Emerging growth company ☒
If an emerging growth company, indicate by check mark if the registrant has elected not to use the extended transition period for complying with any new or revised financial accounting standards provided pursuant to Section 13(a) of the Exchange Act. ☐
Item 1.01 Entry into a Material Definitive Agreement.
On December 17, 2024, Lucky Strike Entertainment Corporation (the “Company”) entered into a Twelfth Amendment (the “Twelfth Amendment”) to the First Lien Credit Agreement, dated as of July 3, 2017, by and among the Company, Kingpin Intermediate Holdings LLC, a direct subsidiary of the Company, as borrower, the other guarantors party thereto, JPMorgan Chase Bank, N.A., as administrative agent, and the lenders from time to time party thereto (as amended, restated, amended and restated, supplemented or otherwise modified and in effect prior to the date hereof, the “Existing Credit Agreement”; the Existing Credit Agreement, as amended by the Twelfth Amendment, the “Amended Credit Agreement”).
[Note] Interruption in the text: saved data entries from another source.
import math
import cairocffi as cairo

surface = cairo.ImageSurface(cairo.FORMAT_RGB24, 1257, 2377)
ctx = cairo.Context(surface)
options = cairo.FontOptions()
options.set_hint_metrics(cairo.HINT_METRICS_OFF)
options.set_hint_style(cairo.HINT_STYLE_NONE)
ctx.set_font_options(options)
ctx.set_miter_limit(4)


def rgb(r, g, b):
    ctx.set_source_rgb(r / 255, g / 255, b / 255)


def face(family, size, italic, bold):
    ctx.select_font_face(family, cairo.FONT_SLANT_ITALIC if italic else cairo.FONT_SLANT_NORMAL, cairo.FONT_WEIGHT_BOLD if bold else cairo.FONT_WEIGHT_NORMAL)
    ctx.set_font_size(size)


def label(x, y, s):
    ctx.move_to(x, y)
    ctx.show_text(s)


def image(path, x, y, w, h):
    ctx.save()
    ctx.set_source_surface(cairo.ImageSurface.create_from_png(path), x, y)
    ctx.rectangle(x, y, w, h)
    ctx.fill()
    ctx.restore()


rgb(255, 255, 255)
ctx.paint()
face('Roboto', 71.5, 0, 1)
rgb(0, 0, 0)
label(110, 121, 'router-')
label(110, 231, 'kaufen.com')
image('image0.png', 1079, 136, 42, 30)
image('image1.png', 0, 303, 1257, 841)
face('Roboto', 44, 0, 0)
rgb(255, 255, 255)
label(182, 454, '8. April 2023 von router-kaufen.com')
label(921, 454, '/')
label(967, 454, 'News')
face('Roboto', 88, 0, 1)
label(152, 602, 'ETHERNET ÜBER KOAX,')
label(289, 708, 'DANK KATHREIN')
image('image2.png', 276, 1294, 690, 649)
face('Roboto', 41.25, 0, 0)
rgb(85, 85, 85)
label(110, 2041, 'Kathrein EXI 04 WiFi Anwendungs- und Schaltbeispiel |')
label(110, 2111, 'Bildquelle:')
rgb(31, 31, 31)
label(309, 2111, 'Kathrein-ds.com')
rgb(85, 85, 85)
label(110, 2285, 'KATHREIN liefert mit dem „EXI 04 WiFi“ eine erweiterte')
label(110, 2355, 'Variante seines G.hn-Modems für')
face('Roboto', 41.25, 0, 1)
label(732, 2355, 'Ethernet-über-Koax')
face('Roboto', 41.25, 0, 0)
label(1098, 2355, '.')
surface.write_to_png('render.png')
Capitalized terms not defined herein are as defined in the Amended Credit Agreement.
The Twelfth Amendment provides for $150 million of incremental term loans (the “Incremental Term Loans”). The Incremental Term Loans have the same terms as the existing terms loans under the Existing Credit Agreement, including with respect to amortization, interest rate and maturity date. Proceeds of the Incremental Term Loans will be used for general corporate purposes (which may include acquisitions or other transactions).
The description above is a summary and is qualified in its entirety by the full text of the Twelfth Amendment and the Amended Credit Agreement, which are filed as Exhibit 10.1 to this Current Report on Form 8-K and are incorporated herein by reference.
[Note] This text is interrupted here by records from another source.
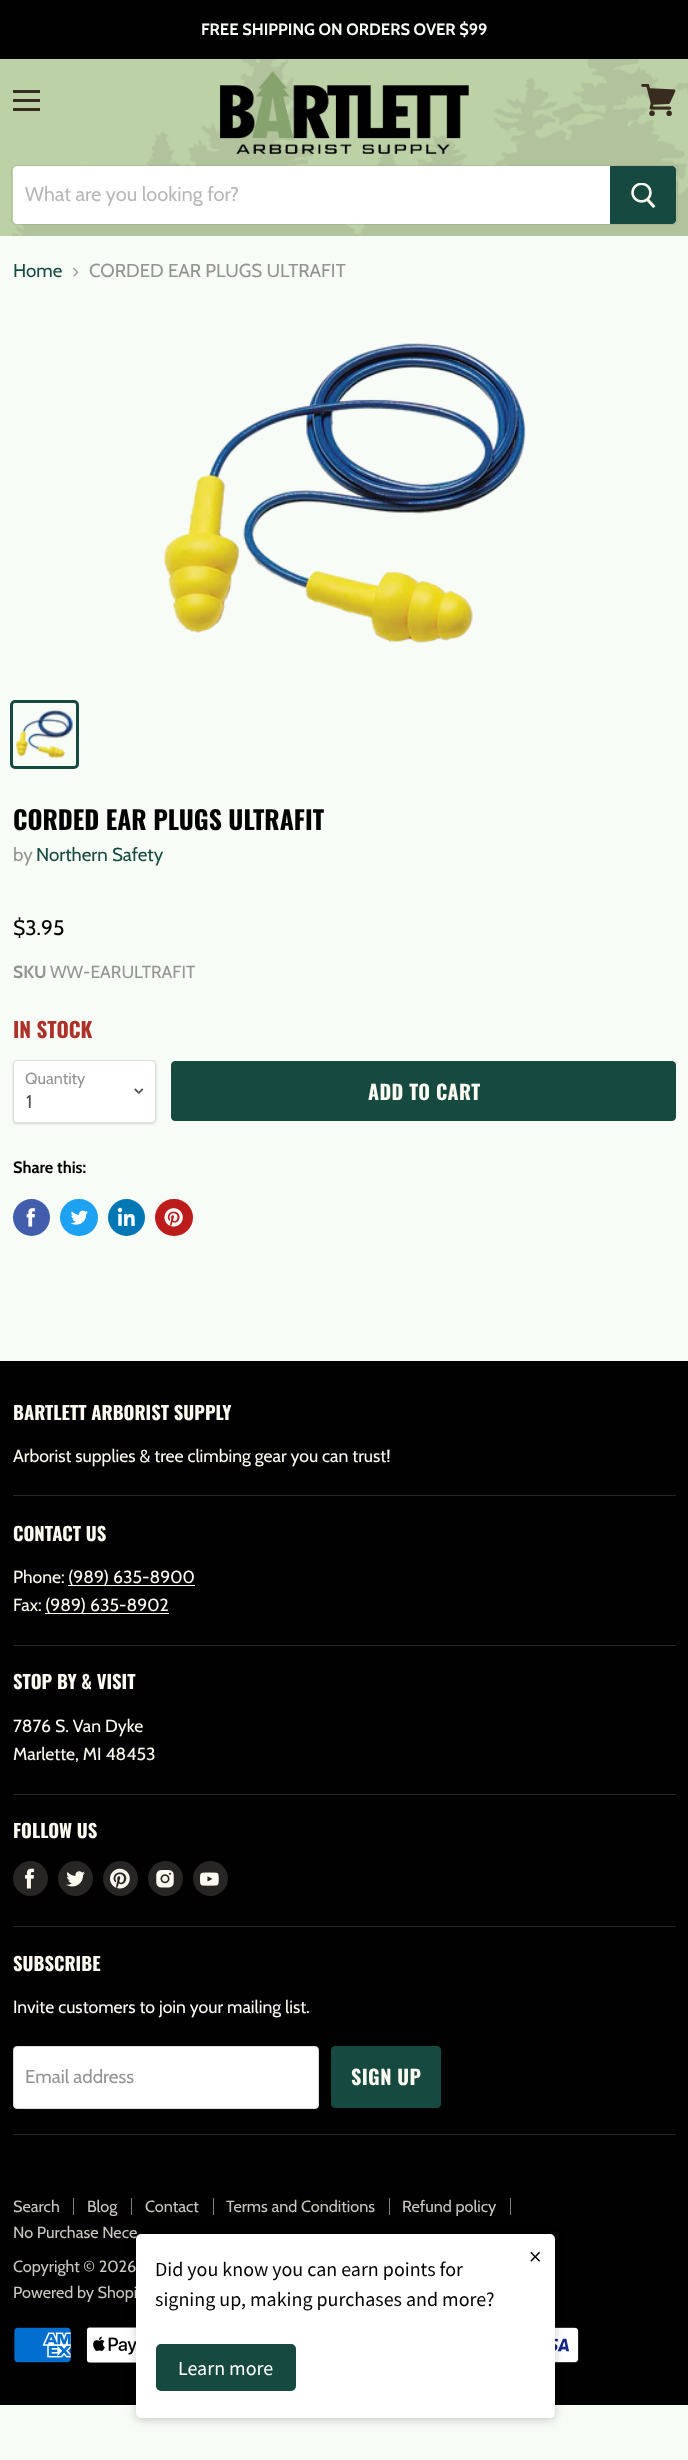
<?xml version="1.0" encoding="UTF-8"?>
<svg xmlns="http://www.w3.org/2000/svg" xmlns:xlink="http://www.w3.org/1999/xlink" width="688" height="2460">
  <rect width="100%" height="100%" fill="#f8fcf7" />
  <rect width="688" height="59" fill="#010101" />
  <rect y="59" width="688" height="177" fill="#bdd1a6" />
  <image x="12" y="59" width="676" height="177" xlink:href="image1.png" />
  <rect x="13" y="90" width="27" height="3" fill="#372c1f" />
  <rect x="13" y="99" width="27" height="3" fill="#372c1f" />
  <rect x="13" y="108" width="27" height="3" fill="#372c1f" />
  <image x="641" y="84" width="35" height="32" xlink:href="image2.png" />
  <image x="220" y="71" width="249" height="83" xlink:href="image3.png" />
  <rect x="11.5" y="165.5" width="666" height="59" rx="4.5" fill="none" stroke="#7c7e7b" stroke-opacity="0.2" />
  <path d="M 17 166 h 593 v 58 h -593 c -2 0 -4 -2 -4 -4 v -50 c 0 -2 2 -4 4 -4 z" fill="#ffffff" />
  <path d="M 610.5 166.5 h 61.5 c 2 0 3.5 1.5 3.5 3.5 v 50 c 0 2 -1.5 3.5 -3.5 3.5 h -61.5 z" fill="#164a41" stroke="#164a41" />
  <image x="631" y="183" width="25" height="26" xlink:href="image4.png" />
  <image x="73" y="267" width="6" height="10" xlink:href="image5.png" />
  <image x="163" y="343" width="363" height="300" xlink:href="image6.png" />
  <rect x="11.5" y="701.5" width="66" height="66" rx="3.5" fill="none" stroke="#164a41" stroke-width="3" />
  <image x="15" y="710" width="59" height="48" xlink:href="image7.png" />
  <rect x="13" y="1061" width="143" height="63" rx="4" fill="#000000" fill-opacity="0.15" filter="blur(1px)" />
  <rect x="13.5" y="1060.5" width="142" height="62" rx="3.5" fill="#ffffff" stroke="#dddddd" />
  <image x="134" y="1088" width="10" height="7" xlink:href="image8.png" />
  <rect x="171.5" y="1061.5" width="504" height="59" rx="3.5" fill="#164a41" stroke="#164a41" />
  <circle cx="31.5" cy="1217.5" r="18.5" fill="#425dab" />
  <image x="26" y="1208" width="9" height="19" xlink:href="image9.png" />
  <rect x="60" y="1199" width="38" height="37" rx="18.5" fill="#1da1f2" />
  <image x="70" y="1210" width="18" height="15" xlink:href="image10.png" />
  <circle cx="126.5" cy="1217.5" r="18.5" fill="#0077b5" />
  <image x="117" y="1207" width="18" height="19" xlink:href="image11.png" />
  <rect x="155" y="1199" width="38" height="37" rx="18.5" fill="#bd1c1c" />
  <image x="164" y="1208" width="19" height="19" xlink:href="image12.png" />
  <rect y="1361" width="688" height="1044" fill="#010101" />
  <rect x="13" y="1495" width="663" height="1" fill="#272625" />
  <rect x="13" y="1645" width="663" height="1" fill="#272625" />
  <rect x="68" y="1585" width="127" height="1" fill="#fdfaf1" />
  <rect x="45" y="1613" width="124" height="1" fill="#fdfaf1" />
  <rect x="13" y="1794" width="663" height="1" fill="#272625" />
  <rect x="13" y="1926" width="663" height="1" fill="#272625" />
  <circle cx="30.5" cy="1878.5" r="17.5" fill="#272625" />
  <image x="25" y="1868" width="9" height="21" xlink:href="image13.png" />
  <circle cx="75.5" cy="1878.5" r="17.5" fill="#272625" />
  <image x="66" y="1871" width="19" height="16" xlink:href="image14.png" />
  <circle cx="120.5" cy="1878.5" r="17.5" fill="#272625" />
  <image x="110" y="1868" width="20" height="21" xlink:href="image15.png" />
  <circle cx="165.5" cy="1878.5" r="17.5" fill="#272625" />
  <image x="156" y="1870" width="18" height="18" xlink:href="image16.png" />
  <circle cx="210.5" cy="1878.5" r="17.5" fill="#272625" />
  <image x="200" y="1872" width="19" height="14" xlink:href="image17.png" />
  <rect x="13" y="2134" width="663" height="1" fill="#272625" />
  <rect x="13.5" y="2046.5" width="305" height="62" rx="3.5" fill="#ffffff" stroke="#dddddd" />
  <rect x="331.5" y="2046.5" width="109" height="61" rx="3.5" fill="#164a41" stroke="#164a41" />
  <rect x="73" y="2198" width="1" height="17" fill="#7f7e79" />
  <rect x="131" y="2198" width="1" height="17" fill="#7f7e79" />
  <rect x="213" y="2198" width="1" height="17" fill="#7f7e79" />
  <rect x="389" y="2198" width="1" height="17" fill="#7f7e79" />
  <rect x="510" y="2198" width="1" height="17" fill="#7f7e79" />
  <image x="14" y="2327" width="57" height="36" xlink:href="image18.png" />
  <image x="86" y="2327" width="50" height="36" xlink:href="image19.png" />
  <image x="555" y="2327" width="24" height="36" xlink:href="image20.png" />
  <rect x="136" y="2236" width="419" height="184" rx="5" fill="#000000" fill-opacity="0.2" filter="blur(5px)" />
  <text x="201" y="35" style="font-family: Cabin; font-size: 16.4px; font-weight: bold; fill: #f8fcf7">FREE SHIPPING ON ORDERS OVER $99</text>
  <text x="25" y="201" style="font-family: Cabin; font-size: 20px; fill: #b8b8b8">What are you looking for?</text>
  <text x="13" y="277" style="font-family: Cabin; font-size: 18.75px; fill: #164a41">Home</text>
  <text x="89" y="277" style="font-family: Cabin; font-size: 18.75px; fill: #949494">CORDED EAR PLUGS ULTRAFIT</text>
  <text x="13" y="830" style="font-family: Oswald; font-size: 25.6px; font-weight: bold; fill: #010101">CORDED EAR PLUGS ULTRAFIT</text>
  <text x="13" y="861" style="font-family: Cabin; font-size: 18.75px; fill: #949494">by</text>
  <text x="36" y="861" style="font-family: Cabin; font-size: 18.75px; fill: #164a41">Northern Safety</text>
  <text x="13" y="935" style="font-family: Cabin; font-size: 21px; fill: #010101">$3.95</text>
  <text x="13" y="978" style="font-family: Cabin; font-size: 17.5px; font-weight: bold; fill: #949494">SKU</text>
  <text x="50" y="978" style="font-family: Cabin; font-size: 17.5px; fill: #949494">WW-EARULTRAFIT</text>
  <text x="13" y="1038" style="font-family: Oswald; font-size: 21px; font-weight: bold; fill: #ad3129">IN STOCK</text>
  <text x="25" y="1084" style="font-family: Cabin; font-size: 16.25px; fill: #949494">Quantity</text>
  <text x="26" y="1108" style="font-family: Cabin; font-size: 18.75px; fill: #4d4d4d">1</text>
  <text x="368" y="1100" style="font-family: Oswald; font-size: 20px; font-weight: bold; letter-spacing: 0.4px; fill: #fdfaf1">ADD TO CART</text>
  <text x="13" y="1173" style="font-family: Cabin; font-size: 16.4px; font-weight: bold; fill: #010101">Share this:</text>
  <text x="13" y="1420" style="font-family: Oswald; font-size: 18.6px; font-weight: bold; fill: #fdfaf1">BARTLETT ARBORIST SUPPLY</text>
  <text x="13" y="1462" style="font-family: Cabin; font-size: 17.6px; fill: #fdfaf1">Arborist supplies &amp; tree climbing gear you can trust!</text>
  <text x="13" y="1541" style="font-family: Oswald; font-size: 18.6px; font-weight: bold; fill: #fdfaf1">CONTACT US</text>
  <text x="13" y="1583" style="font-family: Cabin; font-size: 17.6px; fill: #fdfaf1">Phone:</text>
  <text x="68" y="1583" style="font-family: Cabin; font-size: 17.6px; fill: #fdfaf1">(989) 635-8900</text>
  <text x="13" y="1611" style="font-family: Cabin; font-size: 17.6px; fill: #fdfaf1">Fax:</text>
  <text x="45" y="1611" style="font-family: Cabin; font-size: 17.6px; fill: #fdfaf1">(989) 635-8902</text>
  <text x="13" y="1689" style="font-family: Oswald; font-size: 18.6px; font-weight: bold; fill: #fdfaf1">STOP BY &amp; VISIT</text>
  <text x="13" y="1732" style="font-family: Cabin; font-size: 17.6px; fill: #fdfaf1">7876 S. Van Dyke</text>
  <text x="13" y="1760" style="font-family: Cabin; font-size: 17.6px; fill: #fdfaf1">Marlette, MI 48453</text>
  <text x="13" y="1838" style="font-family: Oswald; font-size: 18.6px; font-weight: bold; fill: #fdfaf1">FOLLOW US</text>
  <text x="13" y="1971" style="font-family: Oswald; font-size: 18.6px; font-weight: bold; fill: #fdfaf1">SUBSCRIBE</text>
  <text x="13" y="2013" style="font-family: Cabin; font-size: 17.6px; fill: #fdfaf1">Invite customers to join your mailing list.</text>
  <text x="25" y="2083" style="font-family: Cabin; font-size: 18.75px; fill: #949494">Email address</text>
  <text x="351" y="2085" style="font-family: Oswald; font-size: 20px; font-weight: bold; letter-spacing: 0.4px; fill: #fdfaf1">SIGN UP</text>
  <text x="13" y="2212" style="font-family: Cabin; font-size: 16.25px; fill: #cbc8c1">Search</text>
  <text x="87" y="2212" style="font-family: Cabin; font-size: 16.25px; fill: #cbc8c1">Blog</text>
  <text x="145" y="2212" style="font-family: Cabin; font-size: 16.25px; fill: #cbc8c1">Contact</text>
  <text x="226" y="2212" style="font-family: Cabin; font-size: 16.25px; fill: #cbc8c1">Terms and Conditions</text>
  <text x="402" y="2212" style="font-family: Cabin; font-size: 16.25px; fill: #cbc8c1">Refund policy</text>
  <text x="13" y="2238" style="font-family: Cabin; font-size: 16.25px; fill: #cbc8c1">No Purchase Nece</text>
  <text x="13" y="2272" style="font-family: Cabin; font-size: 16.25px; fill: #cbc8c1">Copyright © 2026</text>
  <text x="13" y="2298" style="font-family: Cabin; font-size: 16.25px; fill: #cbc8c1">Powered by Shopi</text>
  <rect x="136" y="2234" width="419" height="184" rx="5" fill="#ffffff" />
  <text x="529" y="2265" style="font-family: Source Sans Pro; font-size: 25px; fill: #010101">×</text>
  <text x="155" y="2276" style="font-family: Source Sans Pro; font-size: 20px; fill: #010101">Did you know you can earn points for</text>
  <text x="155" y="2306" style="font-family: Source Sans Pro; font-size: 20px; fill: #010101">signing up, making purchases and more?</text>
  <rect x="156" y="2344" width="140" height="47" rx="5" fill="#164a41" />
  <text x="178" y="2375" style="font-family: Source Sans Pro; font-size: 20px; fill: #ffffff">Learn more</text>
</svg>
Item 2.03 Creation of a Direct Financial Obligation or an Obligation under an Off-Balance Sheet Arrangement of a Registrant.
The information set forth above under Item 1.01 of this Current Report on Form 8-K is incorporated by reference into this Item 2.03.
Item 9.01 Financial Statement and Exhibits.
(d) Exhibits.
Exhibit No. | Description | |
10.1 | Twelfth Amendment, dated December 17, 2024, to the First Lien Credit Agreement, dated as of July 3, 2017, by and among Lucky Strike Entertainment Corporation, Kingpin Intermediate Holdings LLC, as borrower, the other guarantors party thereto, JPMorgan Chase Bank, N.A., as administrative agent, and the lenders from time to time party thereto. | |
104 | Cover Page Interactive Data File (embedded within the Inline XBRL document) |
SIGNATURE
Pursuant to the requirements of the Securities Exchange Act of 1934, as amended, the registrant has duly caused this report to be signed on its behalf by the undersigned hereunto duly authorized.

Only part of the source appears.